Today’s review brings us together to discuss two things: The newest album from Atlanta, Georgia hard-rock giants Sevendust, and what makes them, in my opinion, the most prominent band in the world of rock music.
Sevendust have withstood a career spanning over 25 years and 13 studio albums, suggesting that their durability as a band has been put to the ultimate test. The climate of heavy music in which they evolved from saw a lot of bands come and go, cashing in on the nu-metal/alt-metal trend that was popular throughout the ‘90s.
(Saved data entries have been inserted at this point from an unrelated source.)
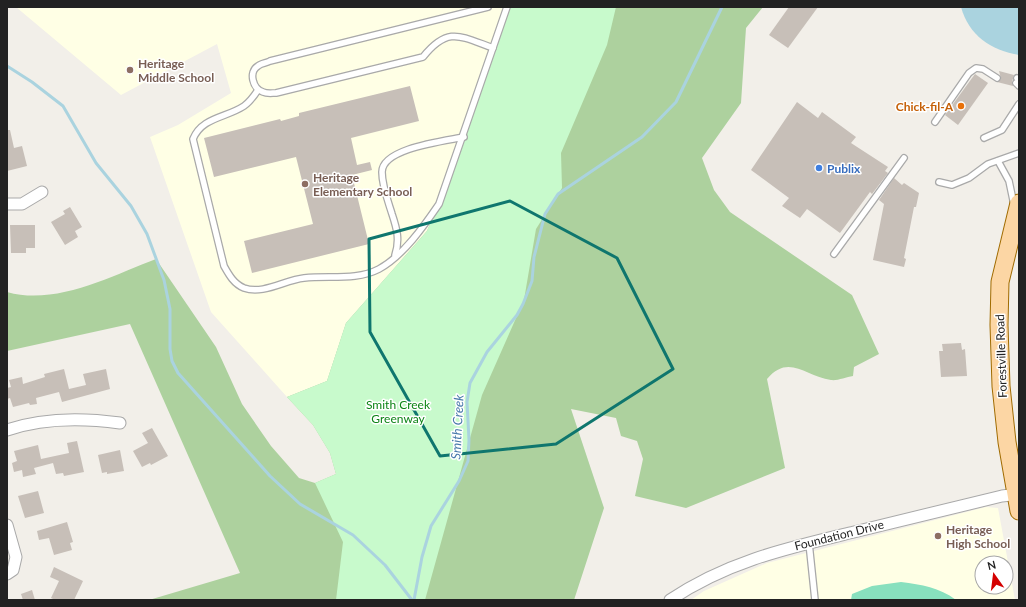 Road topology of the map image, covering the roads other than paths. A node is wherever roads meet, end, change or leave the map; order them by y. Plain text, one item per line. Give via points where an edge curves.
1 (488, 7) edge
2 (507, 7) edge
3 (493, 48) junction
4 (998, 75) dead end
5 (258, 90) junction
6 (1019, 104) edge
7 (935, 122) dead end
8 (464, 137) junction
9 (984, 138) dead end
10 (1019, 153) edge
11 (904, 158) dead end
12 (998, 161) junction
13 (939, 182) dead end
14 (42, 192) dead end
15 (7, 204) edge
16 (1017, 207) edge
17 (834, 254) dead end
18 (394, 257) junction
19 (120, 422) dead end
20 (7, 430) edge
21 (1018, 500) edge
22 (7, 525) edge
23 (809, 543) junction
24 (7, 574) edge
25 (670, 600) edge
26 (815, 600) edge

1 - 5 lane via 258,66 252,73
2 - 3 lane
3 - 5 lane via 468,39 445,37 435,43 423,57 276,93
3 - 8 lane
4 - 7 lane via 976,68 969,73
5 - 18 lane via 243,106 205,122 193,139 224,266 230,278 243,288 261,288 303,278 346,277 371,273
6 - 9 lane via 1002,130
8 - 18 lane via 440,204 422,229
8 - 18 lane via 398,153 383,165 383,180 399,236
10 - 12 lane
11 - 17 lane
12 - 13 lane via 988,164 970,178 958,183 952,185
12 - 16 lane via 1009,181
14 - 15 street via 22,204
16 - 21 main road, Forestville Road via 1000,282 998,325 1007,442
19 - 20 street via 57,421 16,426
21 - 23 street, Foundation Drive via 1002,496
22 - 24 street via 16,556 13,570
23 - 25 street, Foundation Drive via 730,567 693,585
23 - 26 lane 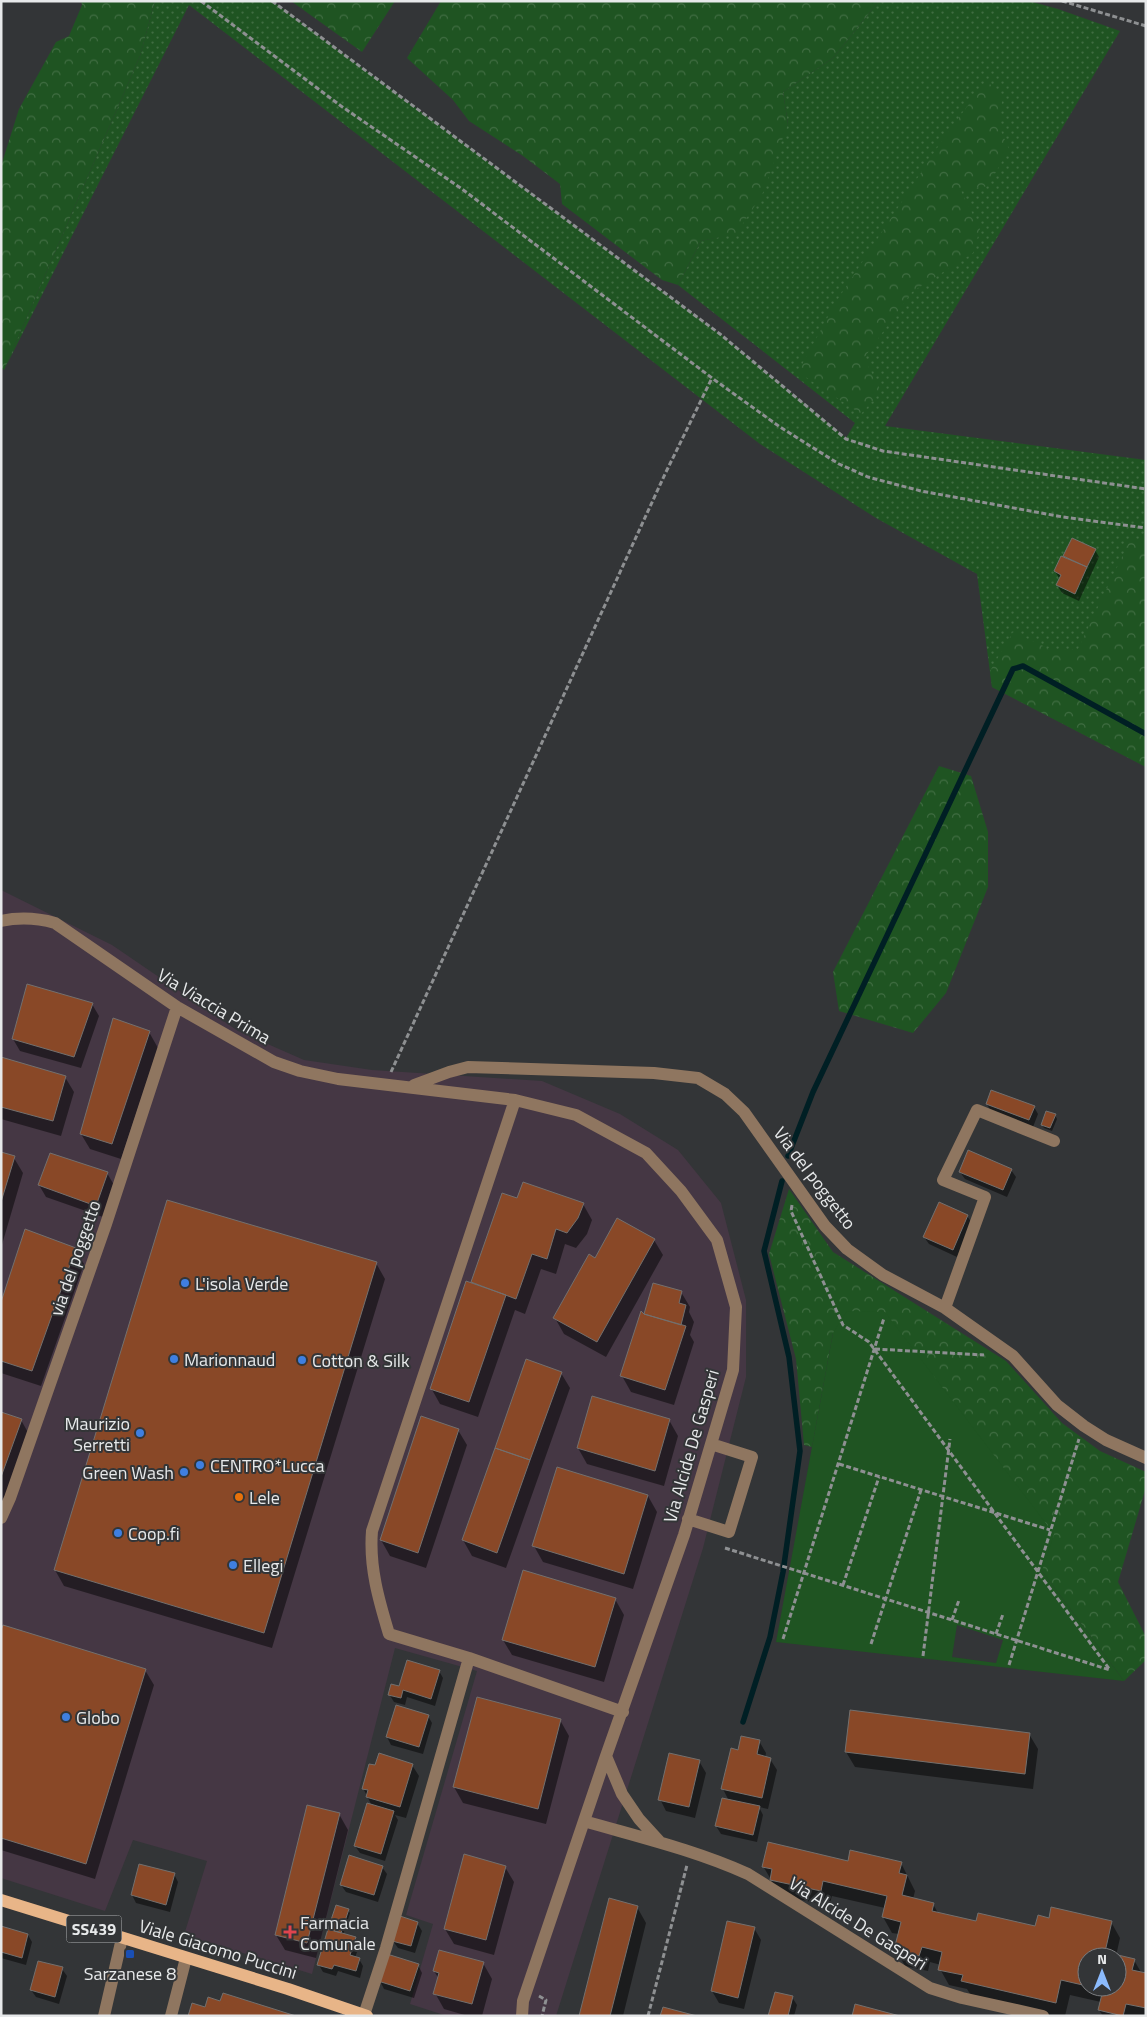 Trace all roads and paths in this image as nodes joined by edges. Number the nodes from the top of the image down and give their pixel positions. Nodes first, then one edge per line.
1 (200, 1) edge
2 (272, 1) edge
3 (1062, 1) edge
4 (1146, 26) edge
5 (712, 378) junction
6 (1146, 489) edge
7 (1146, 528) edge
8 (1, 920) edge
9 (177, 1007) junction
10 (386, 1084) junction
11 (410, 1087) junction
12 (425, 1088) joint
13 (515, 1100) junction
14 (1054, 1141) dead end
15 (795, 1183) junction
16 (945, 1308) junction
17 (884, 1318) dead end
18 (875, 1349) junction
19 (986, 1355) dead end
20 (1084, 1426) junction
21 (950, 1440) dead end
22 (711, 1444) junction
23 (949, 1451) junction
24 (1146, 1458) edge
25 (838, 1464) junction
26 (879, 1476) junction
27 (921, 1490) junction
28 (943, 1497) junction
29 (994, 1513) junction
30 (1, 1518) edge
31 (688, 1519) junction
32 (1050, 1530) junction
33 (770, 1562) dead end
34 (1037, 1571) junction
35 (804, 1573) junction
36 (843, 1585) junction
37 (886, 1599) junction
38 (959, 1600) dead end
39 (928, 1612) junction
40 (1002, 1614) dead end
41 (952, 1620) junction
42 (996, 1634) junction
43 (783, 1639) dead end
44 (1016, 1640) junction
45 (871, 1644) dead end
46 (923, 1656) dead end
47 (469, 1658) junction
48 (1009, 1665) dead end
49 (623, 1712) junction
50 (606, 1756) junction
51 (584, 1821) junction
52 (660, 1842) junction
53 (690, 1852) junction
54 (1, 1900) edge
55 (122, 1938) junction
56 (186, 1958) junction
57 (523, 2000) junction
58 (365, 2015) edge
59 (104, 2016) edge
60 (171, 2016) edge
61 (512, 2016) edge
62 (522, 2016) edge
63 (648, 2016) edge
64 (1043, 2016) edge

1 - 5 path
2 - 6 path
3 - 4 path
5 - 7 path
5 - 10 path
8 - 9 street, Via Viaccia Prima
9 - 10 street, Via Viaccia Prima
9 - 30 street, via del poggetto
10 - 11 street, Via Viaccia Prima
11 - 12 street, Via Viaccia Prima
11 - 15 street, Via del poggetto
12 - 13 street, Via Alcide De Gasperi
13 - 22 street, Via Alcide De Gasperi
13 - 47 street
14 - 16 street
15 - 16 street, Via del poggetto
15 - 18 path
16 - 20 street, Via del poggetto
17 - 18 path
18 - 19 path
18 - 23 path
18 - 25 path
20 - 24 street, Via del poggetto
20 - 32 path
21 - 23 path
22 - 31 street, Via Alcide De Gasperi
22 - 31 street
23 - 28 path
23 - 29 path
25 - 26 path
25 - 35 path
26 - 27 path
26 - 36 path
27 - 28 path
27 - 37 path
28 - 29 path
28 - 39 path
29 - 32 path
29 - 34 path
31 - 49 street, Via Alcide De Gasperi
32 - 34 path
33 - 35 path
34 - 44 path
34 - 44 path
35 - 36 path
35 - 43 path
36 - 37 path
37 - 39 path
37 - 45 path
38 - 41 path
39 - 41 path
39 - 46 path
40 - 42 path
41 - 42 path
42 - 44 path
44 - 48 path
47 - 49 street
47 - 58 street
49 - 50 street, Via Alcide De Gasperi
50 - 51 street, Via Alcide De Gasperi
50 - 52 street, Via Alcide De Gasperi
51 - 52 street, Via Alcide De Gasperi
51 - 57 street, Via Alcide De Gasperi
52 - 53 street, Via Alcide De Gasperi
53 - 63 path
53 - 64 street, Via Alcide De Gasperi
54 - 55 main road, Viale Giacomo Puccini / SS439
55 - 56 main road, Viale Giacomo Puccini / SS439
55 - 59 street
56 - 58 main road, Viale Giacomo Puccini / SS439
56 - 60 street
57 - 61 street, Via Alcide De Gasperi
57 - 62 street, Via Alcide De Gasperi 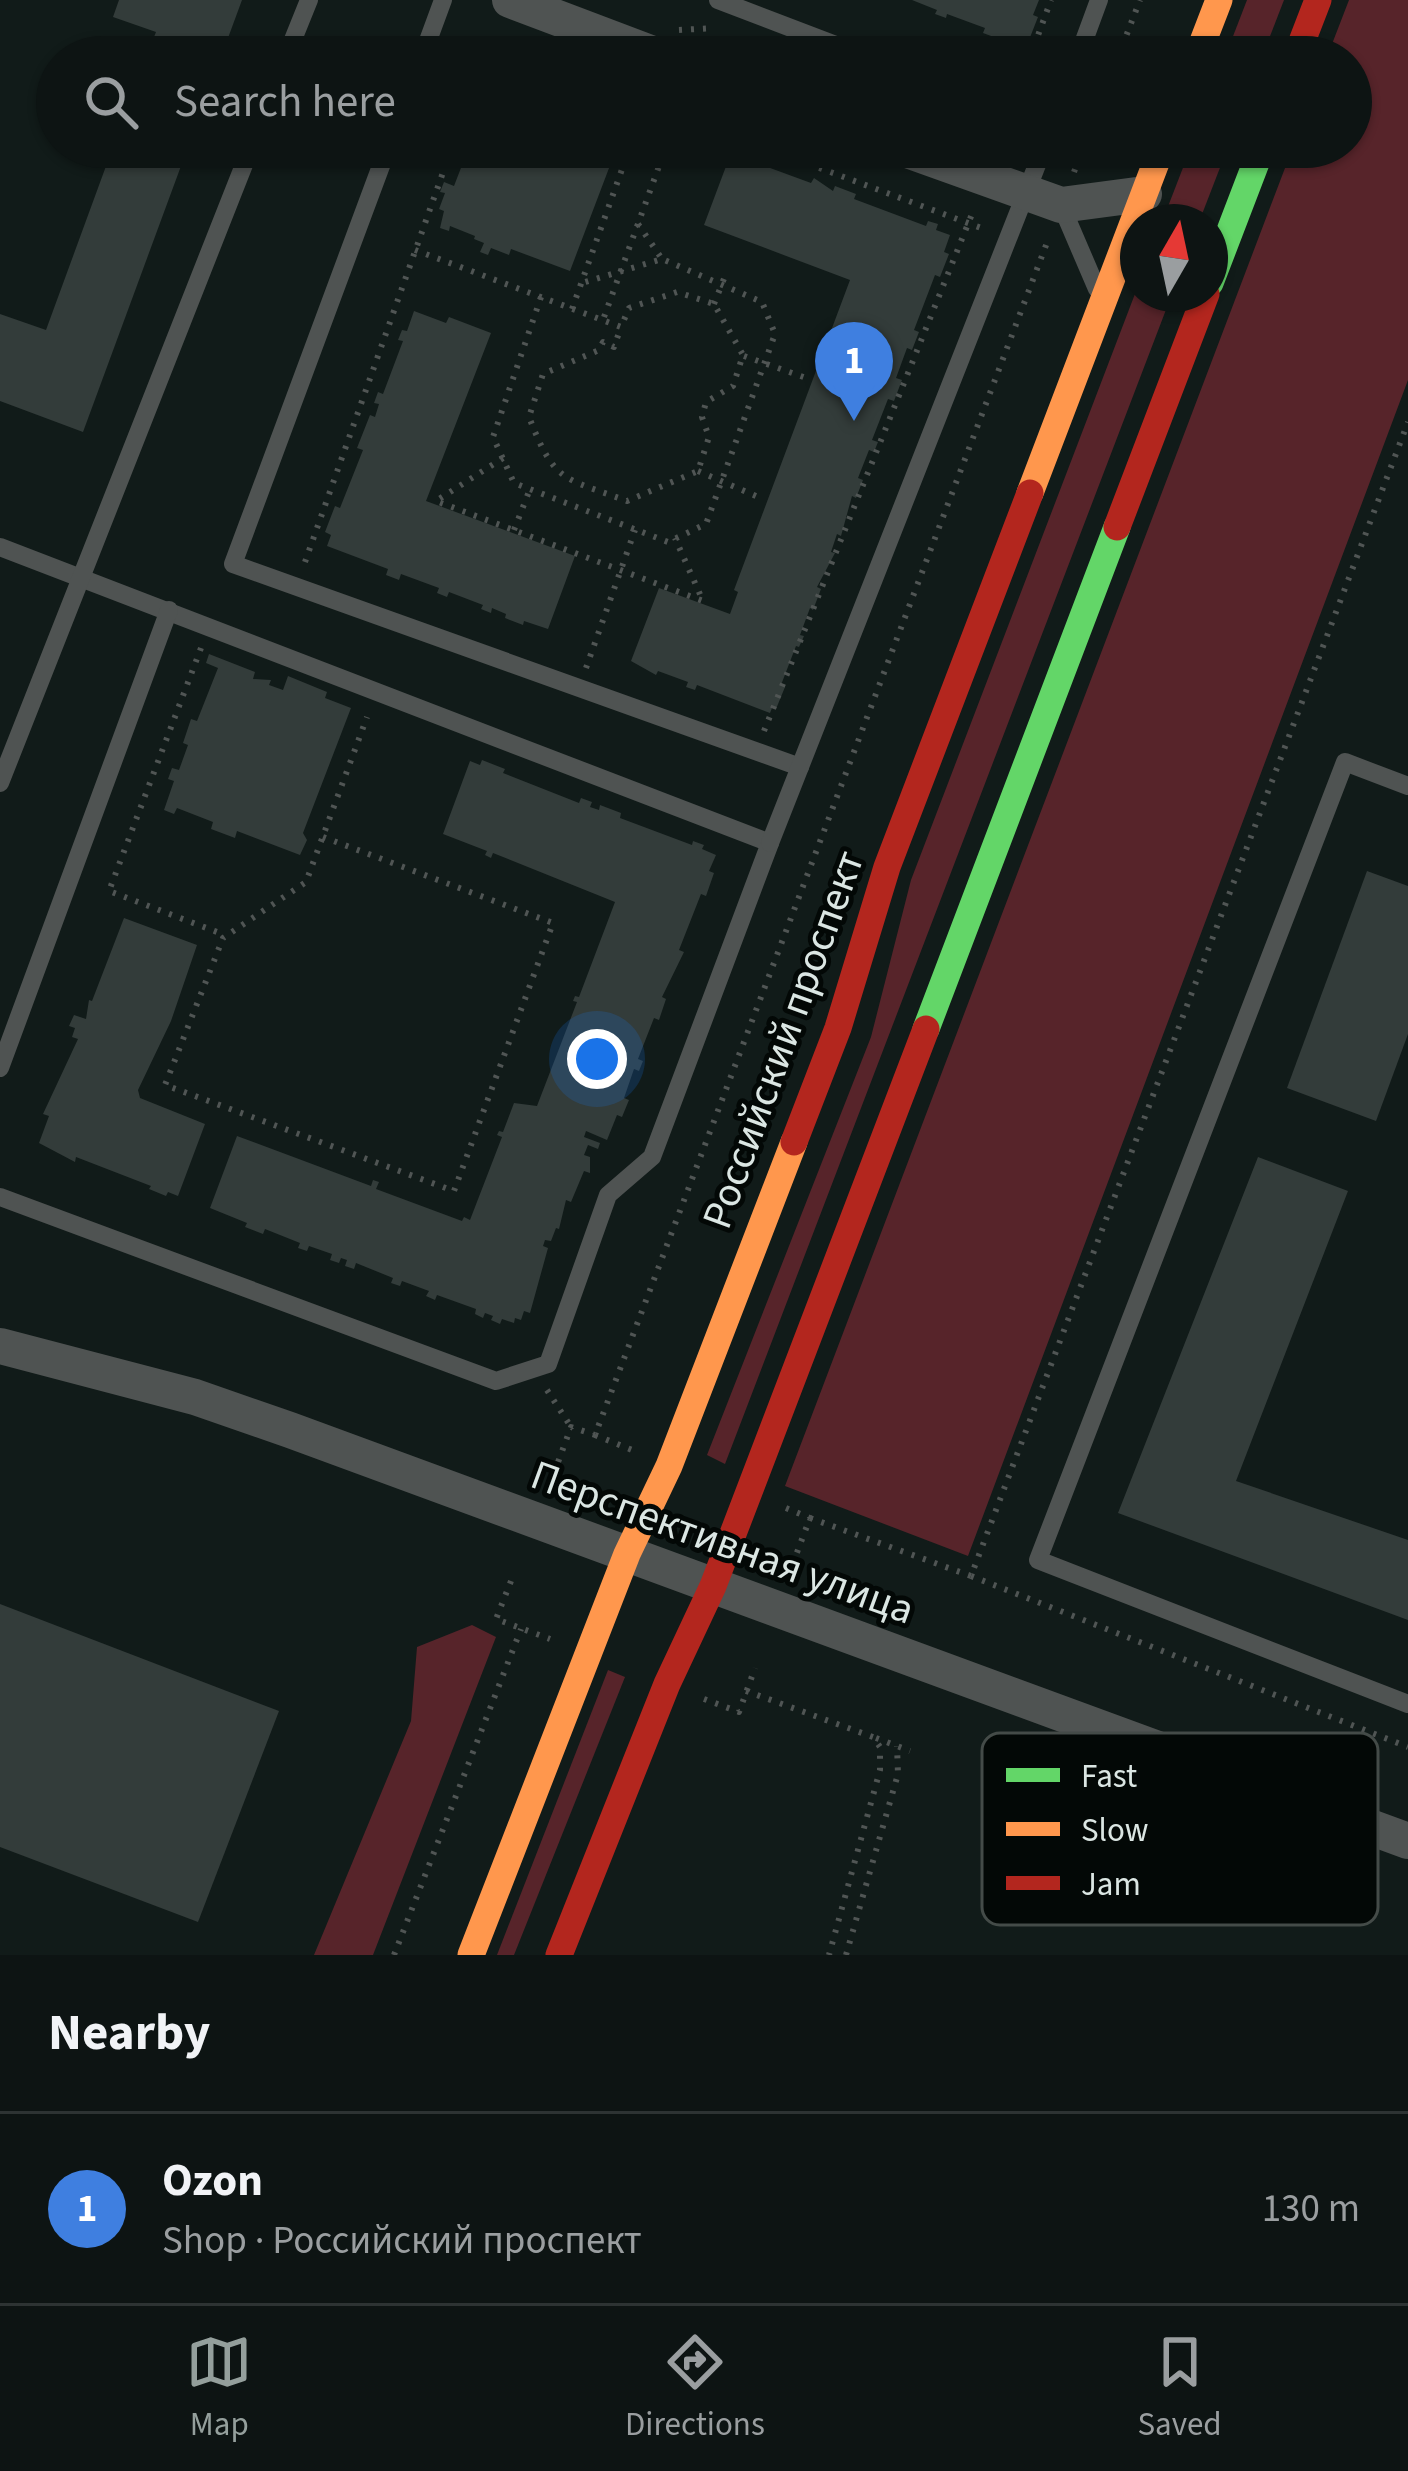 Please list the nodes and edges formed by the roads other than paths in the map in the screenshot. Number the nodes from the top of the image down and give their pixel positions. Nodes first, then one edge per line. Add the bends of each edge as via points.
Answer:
1 (309, 0) edge
2 (443, 0) edge
3 (510, 0) edge
4 (718, 0) edge
5 (1099, 0) edge
6 (1219, 0) edge
7 (1318, 0) edge
8 (294, 36) edge
9 (430, 36) edge
10 (633, 36) edge
11 (812, 36) edge
12 (1086, 36) edge
13 (1205, 36) edge
14 (1304, 36) edge
15 (243, 168) edge
16 (380, 168) edge
17 (956, 168) edge
18 (1044, 168) edge
19 (1154, 168) edge
20 (1254, 168) edge
21 (1144, 194) junction
22 (1043, 200) junction
23 (1228, 236) edge
24 (1103, 302) junction
25 (1199, 312) edge
26 (0, 547) edge
27 (81, 578) junction
28 (170, 610) junction
29 (800, 766) junction
30 (0, 782) edge
31 (1408, 786) edge
32 (770, 843) junction
33 (0, 1068) edge
34 (0, 1197) edge
35 (0, 1346) edge
36 (627, 1554) junction
37 (713, 1586) junction
38 (1408, 1704) edge
39 (1114, 1733) edge
40 (1378, 1830) edge
41 (1408, 1841) edge
42 (472, 1955) edge
43 (559, 1955) edge

1 - 8 lane
2 - 9 lane
3 - 10 street
4 - 11 lane
5 - 12 lane
6 - 13 main road
7 - 14 main road
15 - 27 lane
16 - 29 lane via 233,564
17 - 22 street
18 - 22 lane
19 - 21 main road, Российский проспект
20 - 23 main road
21 - 22 street
21 - 24 main road, Российский проспект
22 - 24 lane
22 - 29 lane
24 - 36 main road, Российский проспект via 887,868 838,1028 669,1466
25 - 37 main road
26 - 27 lane
27 - 28 lane
27 - 30 lane
28 - 32 lane
28 - 33 lane
29 - 32 lane
31 - 38 lane via 1346,762 1038,1559
32 - 34 lane via 652,1156 608,1195 548,1364 496,1381
35 - 36 street, Перспективная улица via 194,1397
36 - 37 street, Перспективная улица
36 - 42 main road, Российский проспект
37 - 39 street, Перспективная улица
37 - 43 main road
40 - 41 street, Перспективная улица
However, Sevendust always managed to stay in a lane of their own, driven by an unrivaled chemistry, a shared love for heavy metal, a need to express deep emotion, and top-notch songwriting that is as heavy as it is moving. Over the years, they’ve not only proven that they’re impervious to trends, but that they can reach mainstream success and remain completely grounded.
The band have come a long way since 1994, but maintain their ability to absorb the ups and downs of life and channel those feelings into a sound that grows larger with every album. With that said, the Sevendust fire burns brighter than ever in 2020, and October 23 marks the date of their second effort with Rise Records titled Blood & Stone.
With their latest, the band preserve their consistent track record for developing new ideas around their distinctive brand of impassioned, hard-hitting rock. The benevolent spirit of Sevendust carries on through Blood & Stone, continuing the bands tradition of masterfully balancing the contrast between emotionally powered choruses and earth-shattering breakdowns.
During a time where the bands who have been around as long as these guys have either attempted something completely new that didn’t resonate with fans, or tried to recreate an old energy that just isn’t there anymore, Sevendust have remained true to their musical principles.
With their most recent work, they’ve honed in on ways to make their instrumental delivery more robust, added symphonic layers to enhance their melodies, and adapted to a more bounce-forward groove based around the modern sound of “djent,” a style that the band arguably had a hand in inspiring.
Blood & Stone starts off strong and grows stronger with each track. Sevendust dive into the anthemic opener “Dying to Live,” with a towering groove. “Love” closely follows with an upbeat and nostalgic energy, building into a hulking chorus. Both lead single “Blood From A Stone” and “Kill Me” capture the more well-rounded capabilities of the group’s songwriting.
The latter track being a personal favorite of mine, features a tender hearted build-up that erupts with palm-muted guitars and a smashing pocket groove. I love to see the band incorporating those tight, bouncy rhythms heard in more modern “progressive” metal bands like Tesseract and Monuments.
From the soaring chorus of “What You’ve Become” to the poignant and orchestral “Nothing Left to See Here Anymore,” Sevendust create contrasting moods both driven by swingy and punchy percussion.
Heavyweight tracks “Against The World” and “Wish You Well” take the album’s heaviness to new heights, while “Alone” grips the listener tightly, possessing both an irresistible and compelling atmosphere; this is a track that will undoubtedly be a main attraction for the bands loyal fanbase.
The band of brothers take their chemistry to the next level on Blood & Stone, with Lajon Witherspoon striking up some of the most beautiful and soul-stirring vocal work of his career. In the category of rock (and beyond), he proves time and time again that his voice; full of passion and fire, will not falter.
In addition, each member’s backing vocals produces one of the band’s most cohesive and dynamic vocal efforts. Morgan Rose delivers a powerhouse performance on the drums, while Clint Lowery, John Connolly, and Vince Hornsby persist with creativity and togetherness. Sevendust even goes on to conclude the album with the Soundgarden classic “The Day I Tried To Live,” enhancing the tune with their own professional playing style.
Considering the amount of energy and personal emotion that each member of Sevendust puts into their craft of songwriting, sometimes it can be difficult to absorb immediately. The band’s formulaic nature can sometimes overshadow the contents within each track, but allowing it all to soak in has always proved to be worthwhile.
The indestructible spirit of Sevendust emanates through Blood & Stone, marking yet another milestone in the bands illustrious career.